Updated: Apr 12
Is staying safe at home, not being able to go shopping, or enjoy the everyday things we use to do, hard?
I know a lot of you will raise an eyebrow when you read this.
But no, it is not hard.
Hard, is the frontline workers like nurses, doctors, support workers and so many more who are making choices to leave the comforts of their home and help fight the virus. Now that is hard. It’s like a firefighter who runs into a burning house, with full knowledge of all its risks, but still, do it just the same.
Instead of hard, I would say it is inconvenient. Nothing is the way it was, and we have to conform to a new way, for now. It is a frustrating, worrisome and an inconvenient environment we are all living in right now.
Not sure about all of you, but when I head out to go get groceries, I feel immediate anxiety. This virus makes you feel so uneasy just to get the things you need. So an incident happened while shopping at our local Foodland grocery store. I was trying to observe the 6 feet distance apart, when a very loud woman who we will call “Angelina” (short for Angelina Jolie – Brad and Jenn forever baby) shouted at me “STOP @#! * BREATHING ON ME”. She was at least 8 ft away from me but yelled so loud I felt she was right up in my grill, as they say. I wanted to shrivel up and bury myself behind the boxes of cereal.
So, I ask you.
In times like this, is it unrealistic to be kind?
My first reaction to this woman was I think a normal one, where I wanted to scream back at her, after recouping from being mortified. I chose to be the bigger person. I poured myself a second glass of wine that day and examined what this lady might have been feeling. I imagine she is as worried just like we all are. Clearly, she is processing this situation a lot differently than I am. Maybe it makes her feel better when screaming at random people in grocery stores? I guess we all have our own outlets for releasing anxieties.
I am equally as worried, as everyone is. I cannot control what is happening with this virus, but I can control how I am going to get through it, and following the rules. Her words really did affect me. She made me feel dirty. She embarrassed me. She centered me out. Her negative emotion changed my mood for the day and has crept into my thoughts daily since then.

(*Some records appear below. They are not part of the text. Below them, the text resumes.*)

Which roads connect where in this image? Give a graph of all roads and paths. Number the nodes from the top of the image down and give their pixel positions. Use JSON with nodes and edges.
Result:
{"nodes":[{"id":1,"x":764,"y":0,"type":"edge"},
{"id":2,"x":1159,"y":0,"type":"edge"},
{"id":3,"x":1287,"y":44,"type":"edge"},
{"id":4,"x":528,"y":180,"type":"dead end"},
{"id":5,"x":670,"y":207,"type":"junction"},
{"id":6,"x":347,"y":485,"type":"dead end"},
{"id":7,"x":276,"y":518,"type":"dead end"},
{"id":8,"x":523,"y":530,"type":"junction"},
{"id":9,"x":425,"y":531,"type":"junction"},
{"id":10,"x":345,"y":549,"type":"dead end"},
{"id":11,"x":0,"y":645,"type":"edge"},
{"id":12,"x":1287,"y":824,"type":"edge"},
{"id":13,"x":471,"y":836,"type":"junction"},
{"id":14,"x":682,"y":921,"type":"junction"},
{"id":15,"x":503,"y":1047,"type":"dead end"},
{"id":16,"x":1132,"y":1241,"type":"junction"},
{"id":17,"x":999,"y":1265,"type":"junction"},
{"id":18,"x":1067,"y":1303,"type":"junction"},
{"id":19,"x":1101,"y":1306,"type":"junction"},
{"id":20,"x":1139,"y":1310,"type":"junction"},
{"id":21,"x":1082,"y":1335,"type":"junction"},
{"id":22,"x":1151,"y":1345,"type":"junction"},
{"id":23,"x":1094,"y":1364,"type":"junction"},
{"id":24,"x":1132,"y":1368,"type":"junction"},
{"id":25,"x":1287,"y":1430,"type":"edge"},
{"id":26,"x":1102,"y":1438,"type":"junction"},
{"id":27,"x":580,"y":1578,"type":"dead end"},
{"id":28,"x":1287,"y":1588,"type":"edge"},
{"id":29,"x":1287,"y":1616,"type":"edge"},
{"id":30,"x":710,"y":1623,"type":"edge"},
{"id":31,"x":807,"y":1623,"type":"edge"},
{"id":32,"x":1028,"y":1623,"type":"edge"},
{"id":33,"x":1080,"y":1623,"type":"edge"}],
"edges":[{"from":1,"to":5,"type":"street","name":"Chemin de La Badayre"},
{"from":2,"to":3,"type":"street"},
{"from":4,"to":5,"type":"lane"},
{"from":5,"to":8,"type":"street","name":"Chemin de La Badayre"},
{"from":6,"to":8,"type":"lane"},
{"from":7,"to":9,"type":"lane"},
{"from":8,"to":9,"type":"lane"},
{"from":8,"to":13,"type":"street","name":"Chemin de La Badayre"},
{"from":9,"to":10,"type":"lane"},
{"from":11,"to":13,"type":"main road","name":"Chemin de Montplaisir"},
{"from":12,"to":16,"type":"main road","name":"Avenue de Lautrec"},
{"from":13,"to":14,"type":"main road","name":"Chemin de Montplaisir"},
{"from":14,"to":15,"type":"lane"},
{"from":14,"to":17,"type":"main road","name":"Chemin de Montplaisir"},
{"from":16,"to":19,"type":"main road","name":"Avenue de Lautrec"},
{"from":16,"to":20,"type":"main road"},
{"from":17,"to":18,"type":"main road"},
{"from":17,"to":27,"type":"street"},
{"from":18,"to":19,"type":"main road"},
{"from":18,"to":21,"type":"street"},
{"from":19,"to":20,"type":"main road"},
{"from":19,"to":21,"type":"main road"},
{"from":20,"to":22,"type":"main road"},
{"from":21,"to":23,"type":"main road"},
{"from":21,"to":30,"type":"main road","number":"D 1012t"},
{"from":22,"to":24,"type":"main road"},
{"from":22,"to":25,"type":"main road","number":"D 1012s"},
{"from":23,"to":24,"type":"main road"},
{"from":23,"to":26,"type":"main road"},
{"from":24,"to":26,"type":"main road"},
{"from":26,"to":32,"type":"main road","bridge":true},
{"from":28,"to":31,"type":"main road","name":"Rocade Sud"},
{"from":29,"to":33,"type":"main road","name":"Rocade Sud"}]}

I know it is not possible to be happy all the time. Especially nowadays. For me, I usually wake up the day feeling positive, happy, and joyful. Sometimes it lasts the whole day, sometimes I only make it to 3:00 pm. We have the power to lift ourselves up, to get us out of that funk. Negative words like “Angelina’s” can really turn a smile into a frown instantly.
So, to answer the question I asked earlier, is it unrealistic to be kind?
I say, no it is not.
Kindness is really very easy and can mean so much. You can still smile at grocery shoppers, and ask how the cashiers are doing. Wave and say hello to your fellow neighbor when walking your neighborhood. Spread joy and positive words on social media, whenever and however you can. We can never be sure what people are dealing with and feeling, so a simple smile can make them feel good, and you feel even better. I promise you, even if you are wearing a mask, and you smile at me, I will know it.
We need to be better. We need to choose kindness.
Don’t be an “Angelina”.
Stay safe, stay home and be healthy.